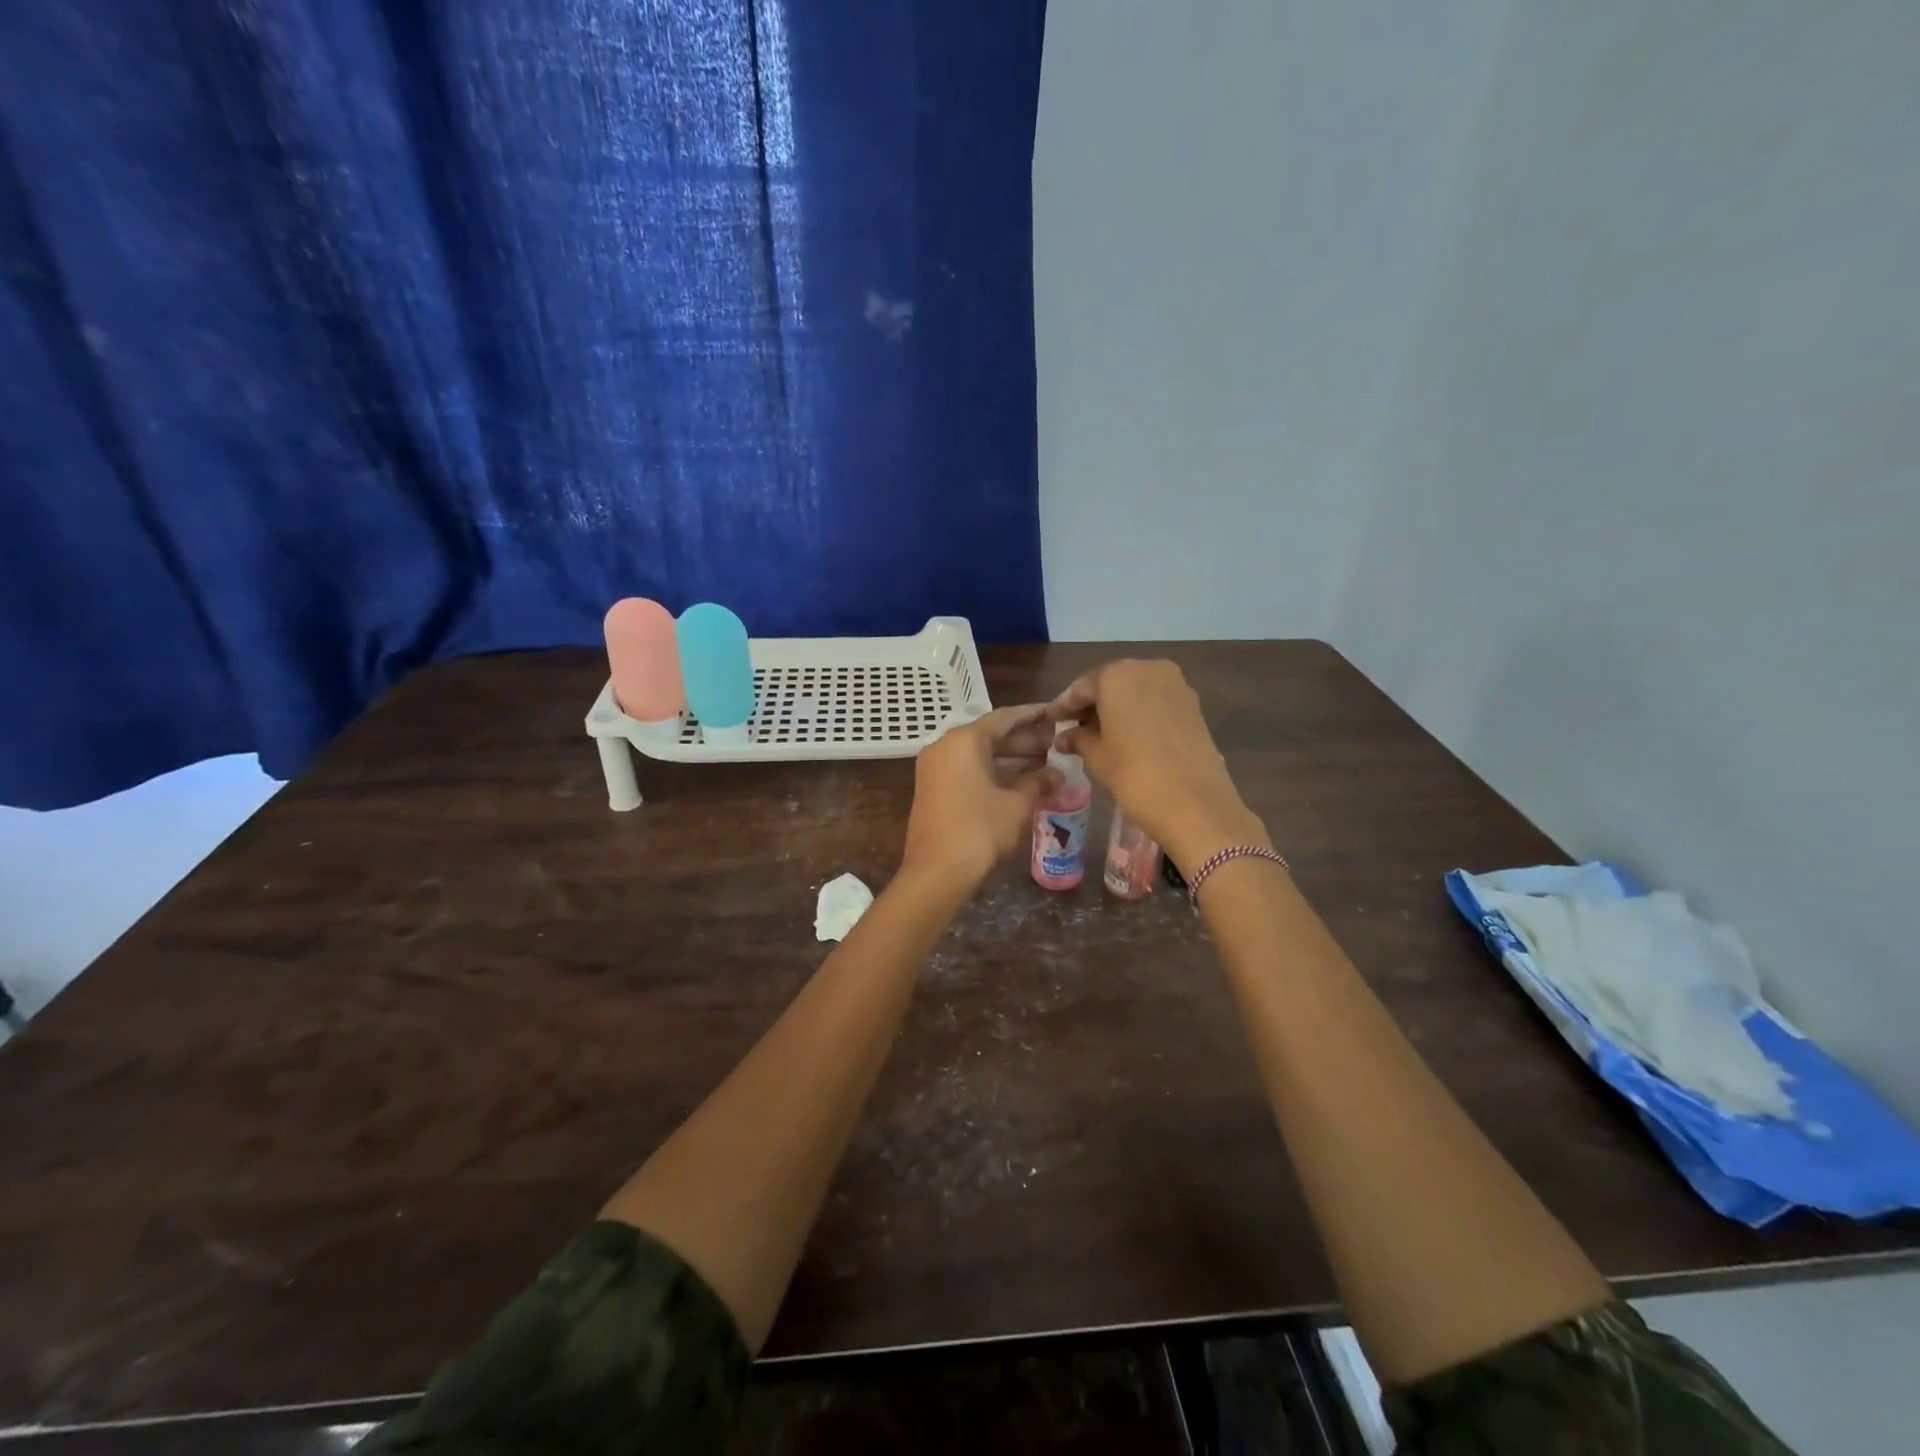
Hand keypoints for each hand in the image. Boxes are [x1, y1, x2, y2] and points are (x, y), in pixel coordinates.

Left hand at [903, 706, 1059, 885]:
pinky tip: (1019, 783)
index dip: (1033, 715)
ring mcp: (935, 768)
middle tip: (1055, 744)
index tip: (1055, 714)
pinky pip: (967, 770)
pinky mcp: (933, 789)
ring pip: (978, 754)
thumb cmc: (980, 830)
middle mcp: (945, 747)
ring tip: (1044, 764)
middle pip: (990, 735)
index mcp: (964, 740)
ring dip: (1010, 758)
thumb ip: (1038, 782)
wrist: (936, 871)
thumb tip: (1058, 775)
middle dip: (1024, 740)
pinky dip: (992, 772)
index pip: (1004, 718)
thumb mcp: (1016, 805)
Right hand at [1044, 660, 1265, 868]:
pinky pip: (1155, 702)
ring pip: (1135, 691)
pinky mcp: (1193, 704)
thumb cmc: (1134, 775)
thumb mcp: (1097, 756)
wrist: (1196, 805)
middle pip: (1110, 683)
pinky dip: (1138, 713)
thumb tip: (1064, 737)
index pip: (1082, 687)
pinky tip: (1126, 735)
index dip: (1063, 706)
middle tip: (1072, 727)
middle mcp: (1147, 669)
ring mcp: (1175, 684)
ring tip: (1098, 734)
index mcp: (1117, 675)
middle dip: (1092, 704)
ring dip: (1116, 708)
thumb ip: (1078, 739)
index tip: (1050, 720)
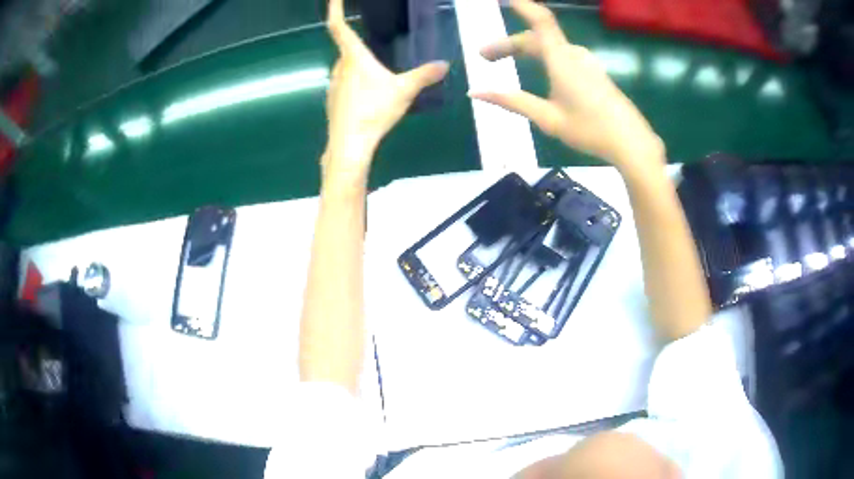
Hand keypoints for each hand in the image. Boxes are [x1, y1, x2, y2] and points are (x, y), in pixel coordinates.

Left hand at [324, 0, 448, 181]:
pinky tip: (370, 98)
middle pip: (346, 49)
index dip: (334, 9)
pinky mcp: (333, 102)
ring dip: (358, 67)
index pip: (339, 26)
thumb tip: (445, 64)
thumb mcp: (404, 91)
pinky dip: (355, 84)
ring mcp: (333, 86)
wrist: (349, 144)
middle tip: (377, 48)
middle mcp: (339, 68)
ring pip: (345, 68)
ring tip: (378, 77)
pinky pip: (344, 85)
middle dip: (358, 45)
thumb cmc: (373, 111)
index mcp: (353, 58)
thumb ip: (425, 76)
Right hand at [471, 0, 663, 172]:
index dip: (524, 7)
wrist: (632, 142)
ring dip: (527, 50)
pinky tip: (539, 71)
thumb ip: (512, 101)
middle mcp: (574, 54)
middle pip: (537, 38)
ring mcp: (587, 62)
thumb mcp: (547, 118)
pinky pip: (563, 55)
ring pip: (550, 47)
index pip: (540, 21)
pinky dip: (544, 56)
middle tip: (484, 58)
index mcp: (561, 60)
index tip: (507, 0)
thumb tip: (475, 92)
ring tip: (507, 62)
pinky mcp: (595, 72)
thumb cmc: (590, 130)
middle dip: (509, 45)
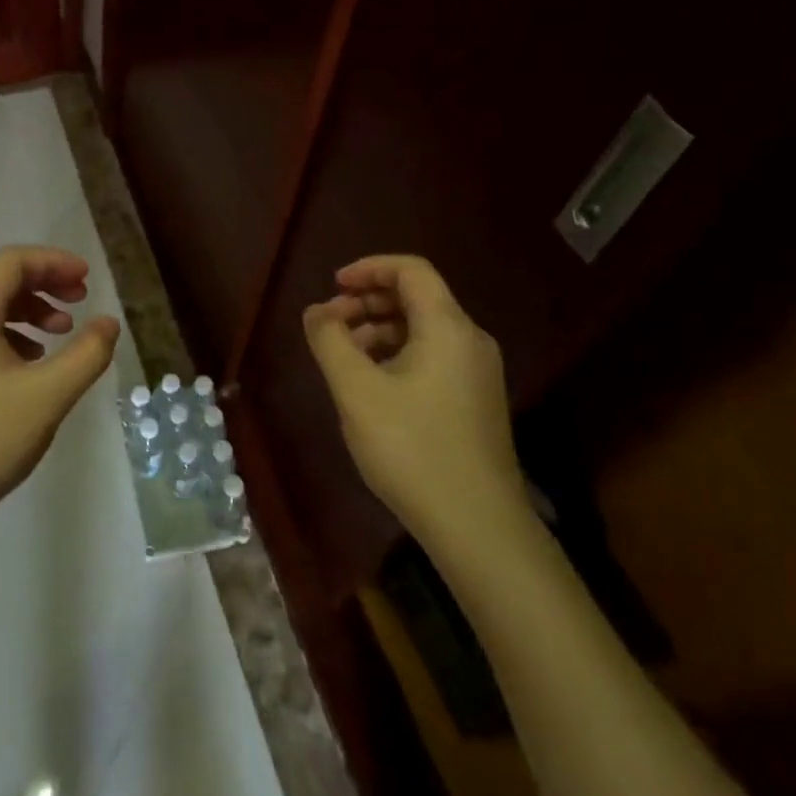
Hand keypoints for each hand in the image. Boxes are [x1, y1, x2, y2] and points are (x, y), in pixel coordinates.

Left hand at [0, 246, 119, 553]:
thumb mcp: (47, 396)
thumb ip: (86, 354)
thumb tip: (108, 322)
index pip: (12, 262)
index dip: (54, 262)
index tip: (87, 279)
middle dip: (44, 282)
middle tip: (80, 300)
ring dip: (29, 309)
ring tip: (62, 333)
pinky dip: (10, 333)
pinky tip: (32, 363)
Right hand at [302, 255, 526, 556]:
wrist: (478, 527)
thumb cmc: (413, 448)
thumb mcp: (356, 390)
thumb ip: (330, 340)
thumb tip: (317, 311)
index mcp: (448, 327)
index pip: (411, 270)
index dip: (368, 268)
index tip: (333, 286)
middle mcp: (469, 340)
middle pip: (417, 297)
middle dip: (368, 301)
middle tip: (330, 324)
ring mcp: (477, 373)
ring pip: (423, 329)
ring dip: (379, 329)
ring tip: (343, 356)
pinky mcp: (474, 401)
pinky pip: (432, 356)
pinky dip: (397, 354)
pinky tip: (370, 384)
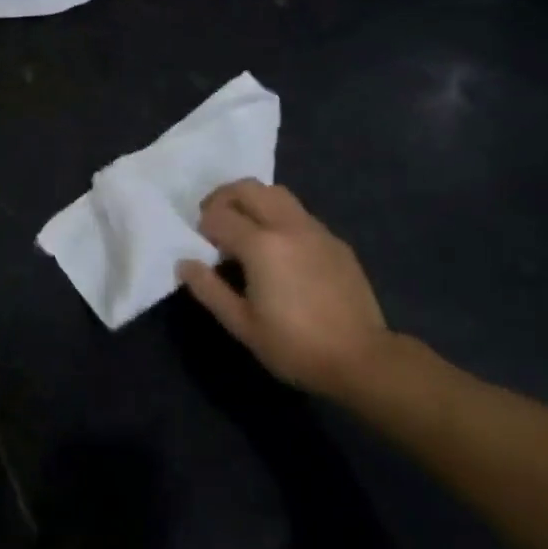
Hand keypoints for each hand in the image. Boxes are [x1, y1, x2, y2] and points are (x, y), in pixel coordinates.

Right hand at [178, 180, 398, 403]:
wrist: (362, 360)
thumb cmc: (295, 346)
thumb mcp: (242, 325)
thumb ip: (209, 289)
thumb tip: (185, 262)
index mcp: (261, 245)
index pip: (219, 216)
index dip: (204, 226)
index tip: (202, 246)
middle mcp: (287, 226)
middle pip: (248, 188)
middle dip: (224, 197)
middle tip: (215, 221)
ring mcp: (315, 230)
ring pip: (277, 193)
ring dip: (253, 201)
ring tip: (245, 228)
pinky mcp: (335, 241)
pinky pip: (299, 214)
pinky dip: (278, 217)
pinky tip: (280, 249)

__TASK STATEMENT__
Return every record exactly, without the pictures.

__FINISHED TASK__
Hand keypoints for each hand in the image. Boxes are [x1, y1, x2, y2] and points are (x, y), in pixel coordinates.

Left hand at [903, 706, 1059, 885]:
pinky tip: (1019, 783)
index dip: (1033, 715)
ring mcp: (935, 768)
middle tip: (1055, 744)
index tip: (1055, 714)
pinky pip: (967, 770)
pinky mcp: (933, 789)
ring pip: (978, 754)
thumb cmc: (980, 830)
middle mcp: (945, 747)
ring tip: (1044, 764)
middle pip: (990, 735)
index mcp: (964, 740)
ring dip: (1010, 758)
thumb ip: (1038, 782)
wrist: (936, 871)
thumb tip: (1058, 775)
middle dip: (1024, 740)
pinky dip: (992, 772)
index pip: (1004, 718)
thumb mcp: (1016, 805)
Right hand at [1044, 660, 1265, 868]:
pinky pip: (1155, 702)
ring pip: (1135, 691)
pinky mcp: (1193, 704)
thumb cmc: (1134, 775)
thumb mcp: (1097, 756)
wrist: (1196, 805)
middle pip: (1110, 683)
pinky dip: (1138, 713)
thumb tip: (1064, 737)
index pip: (1082, 687)
pinky tip: (1126, 735)
index dip: (1063, 706)
middle tip: (1072, 727)
middle mcp: (1147, 669)
ring mcp: (1175, 684)
ring tip: (1098, 734)
index mcp: (1117, 675)
middle dip: (1092, 704)
ring dip: (1116, 708)
thumb ip: (1078, 739)
index tip: (1050, 720)
Hand keypoints for each hand in the image. Boxes are [x1, y1, x2, y2] and points are (x, y), in pixel coordinates.

Left hand at [324, 0, 448, 181]:
pinky tip: (370, 98)
middle pip: (346, 49)
index dip: (334, 9)
pinky mcp: (333, 102)
ring dip: (358, 67)
index pip: (339, 26)
thumb tip: (445, 64)
thumb mcp: (404, 91)
pinky dip: (355, 84)
ring mcp: (333, 86)
wrist: (349, 144)
middle tip: (377, 48)
middle mcp: (339, 68)
ring pip: (345, 68)
ring tip: (378, 77)
pinky pip: (344, 85)
middle dip: (358, 45)
thumb cmc: (373, 111)
index mcp: (353, 58)
thumb ip: (425, 76)
Right hand at [471, 0, 663, 172]:
index dip: (524, 7)
wrist: (632, 142)
ring dip: (527, 50)
pinky tip: (539, 71)
thumb ip: (512, 101)
middle mcp: (574, 54)
middle pip: (537, 38)
ring mcp: (587, 62)
thumb mcp: (547, 118)
pinky pip: (563, 55)
ring pip: (550, 47)
index pip: (540, 21)
pinky dip: (544, 56)
middle tip: (484, 58)
index mcp: (561, 60)
index tip: (507, 0)
thumb tip: (475, 92)
ring tip: (507, 62)
pinky mcp: (595, 72)
thumb cmc: (590, 130)
middle dip: (509, 45)
Hand keypoints for each hand in the image. Boxes are [x1, y1, x2, y2] and points are (x, y), in pixel coordinates.

Left hand at [0, 246, 119, 553]:
thumb mcp: (47, 396)
thumb ip: (86, 354)
thumb tip: (108, 322)
index pip: (12, 262)
index dip: (54, 262)
index tip: (87, 279)
middle dip: (44, 282)
middle tip: (80, 300)
ring dip: (29, 309)
ring tip: (62, 333)
pinky dip: (10, 333)
pinky tip: (32, 363)
Right hand at [302, 255, 526, 556]:
wrist: (478, 527)
thumb cmc: (413, 448)
thumb mcp: (356, 390)
thumb ip: (330, 340)
thumb tip: (317, 311)
index mcp: (448, 327)
index pip: (411, 270)
index dip: (368, 268)
index tip: (333, 286)
middle mcp: (469, 340)
middle pip: (417, 297)
middle dip: (368, 301)
middle tip: (330, 324)
ring mcp: (477, 373)
ring pip: (423, 329)
ring dip: (379, 329)
ring tip: (343, 356)
pinky mcp: (474, 401)
pinky pip: (432, 356)
pinky dip: (397, 354)
pinky tip: (370, 384)
Hand keypoints for each hand in the image. Boxes are [x1, y1, x2, y2] and points are (x, y), in pixel coordinates.

Right hand at [178, 180, 398, 403]:
wrist: (362, 360)
thumb cmc: (295, 346)
thumb mcp: (242, 325)
thumb ip: (209, 289)
thumb tip: (185, 262)
index mcp: (261, 245)
index pip: (219, 216)
index dip: (204, 226)
index tip: (202, 246)
middle mcp: (287, 226)
middle pip: (248, 188)
middle dip: (224, 197)
middle tip: (215, 221)
ring mcp: (315, 230)
ring pip: (277, 193)
ring dip: (253, 201)
ring tip: (245, 228)
pinky mcp: (335, 241)
pinky pip: (299, 214)
pinky dip: (278, 217)
pinky tip: (280, 249)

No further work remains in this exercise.